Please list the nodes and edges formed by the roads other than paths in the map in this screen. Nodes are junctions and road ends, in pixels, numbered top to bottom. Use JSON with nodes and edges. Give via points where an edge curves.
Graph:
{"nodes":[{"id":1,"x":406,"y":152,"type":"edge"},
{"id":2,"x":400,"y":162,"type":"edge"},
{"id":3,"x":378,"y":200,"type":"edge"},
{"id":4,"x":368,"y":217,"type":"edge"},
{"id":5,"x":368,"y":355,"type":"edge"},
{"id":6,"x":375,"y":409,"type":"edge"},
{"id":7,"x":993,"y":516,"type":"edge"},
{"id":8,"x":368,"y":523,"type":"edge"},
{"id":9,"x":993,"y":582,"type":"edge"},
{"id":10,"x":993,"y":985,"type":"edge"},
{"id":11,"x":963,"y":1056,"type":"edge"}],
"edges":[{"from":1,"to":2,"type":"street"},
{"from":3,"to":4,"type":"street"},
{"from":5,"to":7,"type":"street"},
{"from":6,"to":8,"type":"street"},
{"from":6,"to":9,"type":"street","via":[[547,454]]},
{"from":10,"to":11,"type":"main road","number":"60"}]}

######

▸ **Problem requirements**
All of the entries above need to be set down again exactly.

▸ **Response area**
Please list the nodes and edges formed by the roads other than paths in the map in this screen. Nodes are junctions and road ends, in pixels, numbered top to bottom. Use JSON with nodes and edges. Give via points where an edge curves.
Graph:
{"nodes":[{"id":1,"x":406,"y":152,"type":"edge"},
{"id":2,"x":400,"y":162,"type":"edge"},
{"id":3,"x":378,"y":200,"type":"edge"},
{"id":4,"x":368,"y":217,"type":"edge"},
{"id":5,"x":368,"y":355,"type":"edge"},
{"id":6,"x":375,"y":409,"type":"edge"},
{"id":7,"x":993,"y":516,"type":"edge"},
{"id":8,"x":368,"y":523,"type":"edge"},
{"id":9,"x":993,"y":582,"type":"edge"},
{"id":10,"x":993,"y":985,"type":"edge"},
{"id":11,"x":963,"y":1056,"type":"edge"}],
"edges":[{"from":1,"to":2,"type":"street"},
{"from":3,"to":4,"type":"street"},
{"from":5,"to":7,"type":"street"},
{"from":6,"to":8,"type":"street"},
{"from":6,"to":9,"type":"street","via":[[547,454]]},
{"from":10,"to":11,"type":"main road","number":"60"}]}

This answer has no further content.